- **Task directions**: Repeat all of the data below word for word, keeping no images.
══ Input material
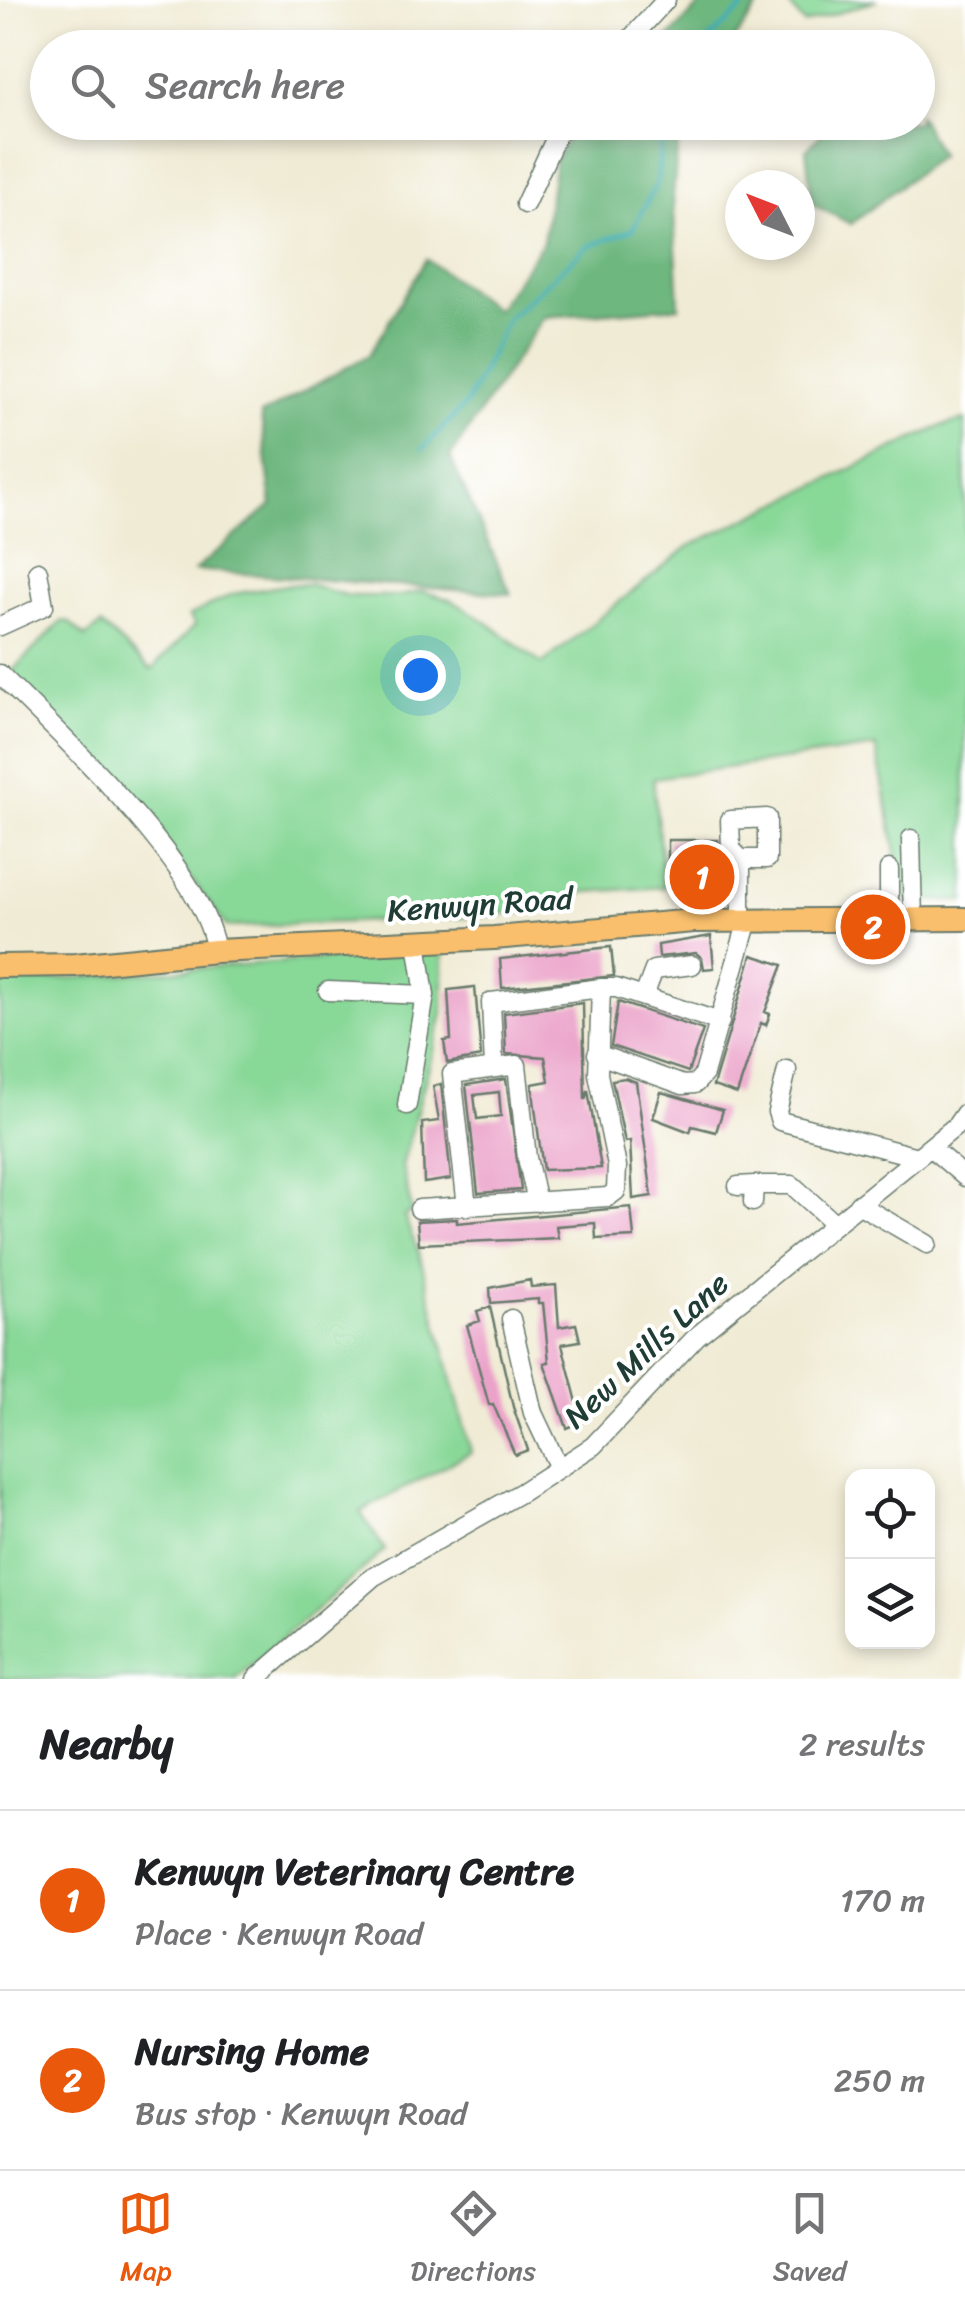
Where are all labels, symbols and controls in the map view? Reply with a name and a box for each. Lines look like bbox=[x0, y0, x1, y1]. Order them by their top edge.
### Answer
search box bbox=[30, 30, 935, 140]
text: Search here bbox=[145, 52, 345, 119]
icon: search bbox=[65, 58, 120, 113]
north arrow bbox=[725, 170, 815, 260]
your location bbox=[395, 650, 446, 701]
pin: 1 bbox=[670, 840, 734, 914]
street label: Kenwyn Road bbox=[385, 869, 577, 939]
pin: 2 bbox=[840, 890, 906, 964]
street label: New Mills Lane bbox=[550, 1258, 743, 1443]
map controls bbox=[845, 1469, 935, 1649]
button: locate bbox=[845, 1469, 935, 1559]
button: layers bbox=[845, 1559, 935, 1649]
text: Nearby bbox=[40, 1707, 173, 1781]
text: 2 results bbox=[799, 1716, 925, 1773]
text: Kenwyn Veterinary Centre bbox=[135, 1838, 574, 1905]
text: 1 bbox=[66, 1872, 79, 1929]
text: 170 m bbox=[840, 1872, 925, 1929]
text: Place · Kenwyn Road bbox=[135, 1905, 423, 1962]
text: Nursing Home bbox=[135, 2018, 369, 2085]
text: 2 bbox=[63, 2052, 82, 2109]
text: 250 m bbox=[834, 2052, 925, 2109]
text: Bus stop · Kenwyn Road bbox=[135, 2085, 467, 2142]
tab: Map bbox=[118, 2186, 173, 2295]
tab: Directions bbox=[410, 2186, 536, 2295]
tab: Saved bbox=[773, 2186, 847, 2295]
════
- **Task answer**:
Where are all labels, symbols and controls in the map view? Reply with a name and a box for each. Lines look like bbox=[x0, y0, x1, y1]. Order them by their top edge.
### Answer
search box bbox=[30, 30, 935, 140]
text: Search here bbox=[145, 52, 345, 119]
icon: search bbox=[65, 58, 120, 113]
north arrow bbox=[725, 170, 815, 260]
your location bbox=[395, 650, 446, 701]
pin: 1 bbox=[670, 840, 734, 914]
street label: Kenwyn Road bbox=[385, 869, 577, 939]
pin: 2 bbox=[840, 890, 906, 964]
street label: New Mills Lane bbox=[550, 1258, 743, 1443]
map controls bbox=[845, 1469, 935, 1649]
button: locate bbox=[845, 1469, 935, 1559]
button: layers bbox=[845, 1559, 935, 1649]
text: Nearby bbox=[40, 1707, 173, 1781]
text: 2 results bbox=[799, 1716, 925, 1773]
text: Kenwyn Veterinary Centre bbox=[135, 1838, 574, 1905]
text: 1 bbox=[66, 1872, 79, 1929]
text: 170 m bbox=[840, 1872, 925, 1929]
text: Place · Kenwyn Road bbox=[135, 1905, 423, 1962]
text: Nursing Home bbox=[135, 2018, 369, 2085]
text: 2 bbox=[63, 2052, 82, 2109]
text: 250 m bbox=[834, 2052, 925, 2109]
text: Bus stop · Kenwyn Road bbox=[135, 2085, 467, 2142]
tab: Map bbox=[118, 2186, 173, 2295]
tab: Directions bbox=[410, 2186, 536, 2295]
tab: Saved bbox=[773, 2186, 847, 2295]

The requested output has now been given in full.